Granville Island sounds great.

>There's actually a fairly large selection of the german/belgian/continental europe beers here, in fact far greater than the selection of english >beers (i haven't heard of/tasted many of the beers mentioned here).

on the second part of this formulation, you really are missing a treat on this score...

>though i think getting comments for "double-fisting" (perhaps that's what said?) definitely has at least something to do with the midwest. 3 >pints/hour seem entirely reasonable to me...but then i'm rather biased towards drinking...

come to think of it, i think it's a rural (Brit weirdo w' silly accent) thing, perhaps. yeah. the rural Midwest can be an 'interesting' place... ;)
it's not like i've ever had any sniffy remarks about drinking, say, three Guinness and a Harp in 45 minutes in Chicago (when in a bit of a hurry to sample the fish fry special, say).

egg:
>in fact a lot of northerners are forced to move here when coming south due to the fact that your northern 'pound' doesn't seem to go as far >round ere

tell me about it mate :D

round my way (and this is one of the posh bits of southwest Mcr, south Trafford, few miles south of United's ground, practically shading into the infamous Cheshire Set/stockbroker belt area) i can sup all night on world-class beers and the like and be all '4 pints and a packet of peanuts for a tad under a fiver you say, my good man?'
obviously there are plenty of places where London prices are in effect (certainly much of the city centre these days, although town does have a great mix of diverse bars and pubs FWIW - it's great for drinking, he says, blowing his own regionalist trumpet...)

there's always much talk of where you can get hold of such and such for a "solitary coin" and the like ;)

>ah but shandy bass, surely....

why didn't you say!

>which reminds me - although i have little time for lager - that drinking heineken on amsterdam campsites is good.

without sounding like a ruffian or something, i'm enjoying that more since they upped the alcoholic strength.
and Joe Liotta for the ad campaign was inspired.
 

scottdisco

rip this joint please
...that got cut in two, cause i went over on word-count...

matt b:
>bitter has to be properly looked after and cask conditioned to be nice. round here (leeds) tetley's, black sheep and old peculiar are favs.

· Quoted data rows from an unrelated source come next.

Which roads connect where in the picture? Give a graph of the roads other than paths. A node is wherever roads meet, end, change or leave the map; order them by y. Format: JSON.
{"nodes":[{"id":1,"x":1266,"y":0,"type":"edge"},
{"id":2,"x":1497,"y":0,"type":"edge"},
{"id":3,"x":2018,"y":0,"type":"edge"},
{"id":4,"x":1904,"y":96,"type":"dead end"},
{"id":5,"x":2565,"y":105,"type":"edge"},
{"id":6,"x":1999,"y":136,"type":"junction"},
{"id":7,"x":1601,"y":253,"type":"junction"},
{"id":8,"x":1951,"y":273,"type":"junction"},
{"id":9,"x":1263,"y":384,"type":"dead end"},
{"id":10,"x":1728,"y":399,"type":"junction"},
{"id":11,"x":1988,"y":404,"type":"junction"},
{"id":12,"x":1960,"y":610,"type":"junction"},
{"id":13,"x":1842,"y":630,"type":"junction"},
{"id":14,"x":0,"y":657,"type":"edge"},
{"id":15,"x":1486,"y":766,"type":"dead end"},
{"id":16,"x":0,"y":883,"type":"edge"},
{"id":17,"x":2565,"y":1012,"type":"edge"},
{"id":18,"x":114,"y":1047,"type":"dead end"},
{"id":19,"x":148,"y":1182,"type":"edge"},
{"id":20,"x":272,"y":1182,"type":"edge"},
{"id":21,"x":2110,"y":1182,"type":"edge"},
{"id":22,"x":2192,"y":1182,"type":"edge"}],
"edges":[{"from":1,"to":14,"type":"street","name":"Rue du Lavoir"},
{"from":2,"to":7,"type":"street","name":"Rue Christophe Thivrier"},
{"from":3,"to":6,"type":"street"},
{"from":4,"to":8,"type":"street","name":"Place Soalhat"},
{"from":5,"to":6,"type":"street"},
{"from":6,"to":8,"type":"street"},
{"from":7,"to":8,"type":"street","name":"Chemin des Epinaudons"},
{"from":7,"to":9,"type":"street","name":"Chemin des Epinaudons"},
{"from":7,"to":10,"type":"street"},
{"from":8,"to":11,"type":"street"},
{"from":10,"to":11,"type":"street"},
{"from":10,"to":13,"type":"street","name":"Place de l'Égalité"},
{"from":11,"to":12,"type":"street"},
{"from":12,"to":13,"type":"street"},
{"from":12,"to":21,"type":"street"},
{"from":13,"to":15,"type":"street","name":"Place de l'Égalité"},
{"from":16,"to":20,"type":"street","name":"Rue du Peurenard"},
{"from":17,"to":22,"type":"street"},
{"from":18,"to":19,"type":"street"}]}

Black Sheep is awesome stuff. believe it or not, there are plenty of places the other side of the hills where the Tetley's is kept very well indeed.
although the best Old Peculier i've ever had was down in Cambridge, just the other week,
weird.
matt, what's that bourbon bar type place in town please, in Leeds? a mate told me about it, i've never been, American bar style, sez it's good.
i don't go to Leeds often enough, Beckett's Bank (or whatever it's called) near the station is one of the nicer Wetherspoons anywhere (alright, maybe not saying much but you know what to expect...).

i have GOT to get me to Hi-Lo's.

stevienixed:
>i find it quite funny americans speak so highly of stella artois as it's considered to be a very common/lo quality beer in my country. the best >pub is in bruges: they have a couple of hundred belgian brewed beers. further down there's a jenever bar. hmmmmm

so you think the Americans rate Stella highly too? yeah, it's the impression i get.
i found a nice little website written by a bloke in Chicago, doing a guide to the best bars.
but he has a sub-site there listing everywhere you can get Stella.
maybe it is a case of - relatively speaking because let's be frank i'm afraid i'd have to plump for Stella over Bud or Pabst or MGD or O'Douls or Old Style or whatever - 'beggars can't be choosers' (there i go again, being a Euro-booster snob about the USA, soz)?

i did read an opinion on the very helpful Beer Advocate site [http://www.beeradvocate.com] that Hopleaf on the northside of Chicago (i've still not been but intend to do so soon) has the second best Belgian beer menu in the USA, after Williamsburg's Spuyten Duyvil.
more on Hopleaf here, FWIW
http://www.chicagobarproject.com/Reviews/HopLeaf/Hopleaf.htm
and a little on the Brooklyn bar
http://newyorkmetro.com/nymetro/food/openings/n_9368/ (shipping in perry's from England is quite impressive)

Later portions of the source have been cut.